Scid error on CCRL pgn file imports

Discussion of anything and everything relating to chess playing software and machines.

Moderators: hgm, Harvey Williamson, bob

Forum rules
This textbox is used to restore diagrams posted with the [d] tag before the upgrade.
FlavusSnow
Posts: 89
Joined: Thu Apr 01, 2010 3:28 am
Location: Omaha, NE

Re: Scid error on CCRL pgn file imports

Post by FlavusSnow » Wed Jan 25, 2012 10:18 pm

Its not a specific game. I've split the offending pgn file into 9 files each containing approximately 90,000 games. Regardless of what order you import them it will error on the third import (game number 2^18). the error happens in both windows and Linux. My best guess is that there is a variable size being exceeded in the headers for white and black ELO because the only difference between CEGT files and CCRL files are that CCRL headers include these ELO entries.

tmokonen
Posts: 1020
Joined: Sun Mar 12, 2006 5:46 pm
Location: Vancouver

Re: Scid error on CCRL pgn file imports

Post by tmokonen » Wed Jan 25, 2012 11:56 pm

I think the reason why this happens with the CCRL PGN file is because of the way the rounds are numbered. I tried an experiment, and wrote a quick and dirty program to replace the Round tags in the CCRL PGN file with [Round "?"], and SCID loaded all the games in the modified PGN file, whereas SCID loaded only 262,144 games from the unmodified PGN file. There must be a limit in SCID as to the number of rounds or subrounds per tournament.

Adam Hair
Posts: 3201
Joined: Wed May 06, 2009 8:31 pm
Location: Fuquay-Varina, North Carolina

Re: Scid error on CCRL pgn file imports

Post by Adam Hair » Thu Jan 26, 2012 1:04 am

FlavusSnow wrote:Its not a specific game. I've split the offending pgn file into 9 files each containing approximately 90,000 games. Regardless of what order you import them it will error on the third import (game number 2^18). the error happens in both windows and Linux. My best guess is that there is a variable size being exceeded in the headers for white and black ELO because the only difference between CEGT files and CCRL files are that CCRL headers include these ELO entries.
I removed those tags and it still failed for me.

Adam Hair
Posts: 3201
Joined: Wed May 06, 2009 8:31 pm
Location: Fuquay-Varina, North Carolina

Re: Scid error on CCRL pgn file imports

Post by Adam Hair » Thu Jan 26, 2012 1:05 am

tmokonen wrote:I think the reason why this happens with the CCRL PGN file is because of the way the rounds are numbered. I tried an experiment, and wrote a quick and dirty program to replace the Round tags in the CCRL PGN file with [Round "?"], and SCID loaded all the games in the modified PGN file, whereas SCID loaded only 262,144 games from the unmodified PGN file. There must be a limit in SCID as to the number of rounds or subrounds per tournament.
I did not try that, but I will.

Norm Pollock
Posts: 1017
Joined: Thu Mar 09, 2006 3:15 pm
Location: Long Island, NY, USA
Contact:

Re: Scid error on CCRL pgn file imports

Post by Norm Pollock » Thu Jan 26, 2012 1:27 am

I have imported CCRL 40/40 and 40/4,and CEGT 40/20 and 40/4, many times into SCID. Never had a crash. But I did use pgnscid.exe (which for my personal convenience, I renamed to pgn2scid.exe).
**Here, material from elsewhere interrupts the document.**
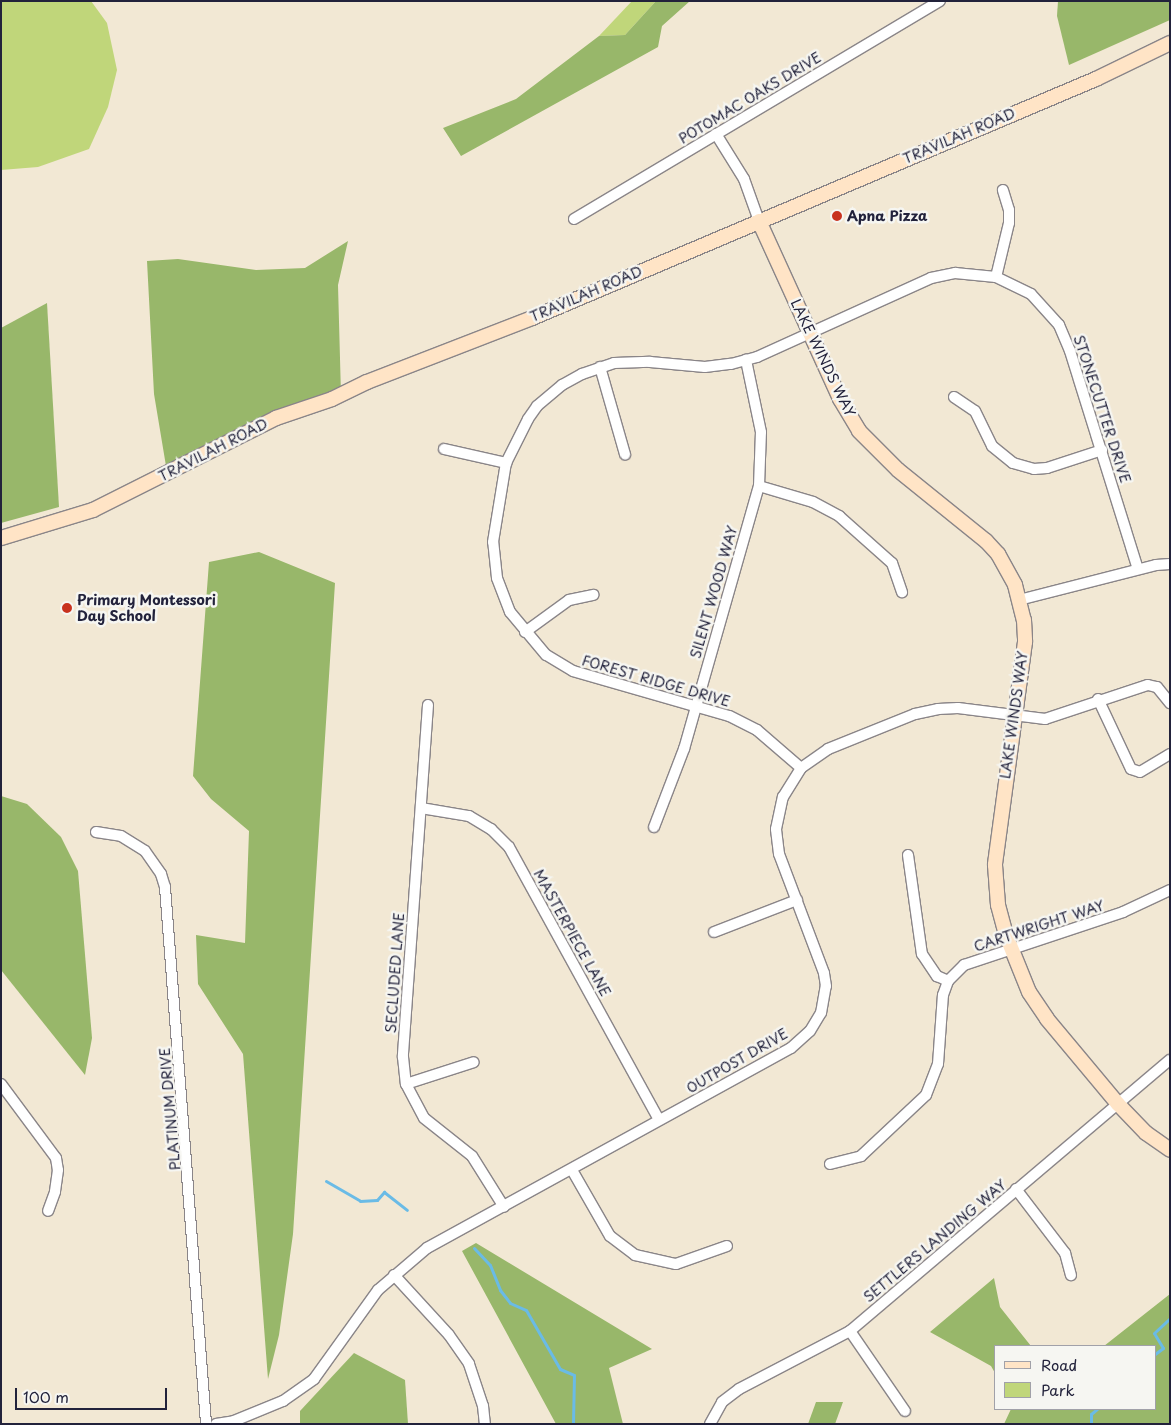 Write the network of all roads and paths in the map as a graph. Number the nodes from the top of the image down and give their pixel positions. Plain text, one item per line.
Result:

By using pgnscid.exe, the conversion to si4 is done outside of SCID. Therefore SCID just has to open a scid file. When you import a pgn file into SCID, you are asking SCID to do the conversion AND the opening.

There probably is a bug in SCID with regards to importing pgn files. Until that is corrected, I think using pgnscid.exe is the way to go.

tmokonen
Posts: 1020
Joined: Sun Mar 12, 2006 5:46 pm
Location: Vancouver

Re: Scid error on CCRL pgn file imports

Post by tmokonen » Thu Jan 26, 2012 1:39 am

Norm Pollock wrote:I have imported CCRL 40/40 and 40/4,and CEGT 40/20 and 40/4, many times into SCID. Never had a crash. But I did use pgnscid.exe (which for my personal convenience, I renamed to pgn2scid.exe).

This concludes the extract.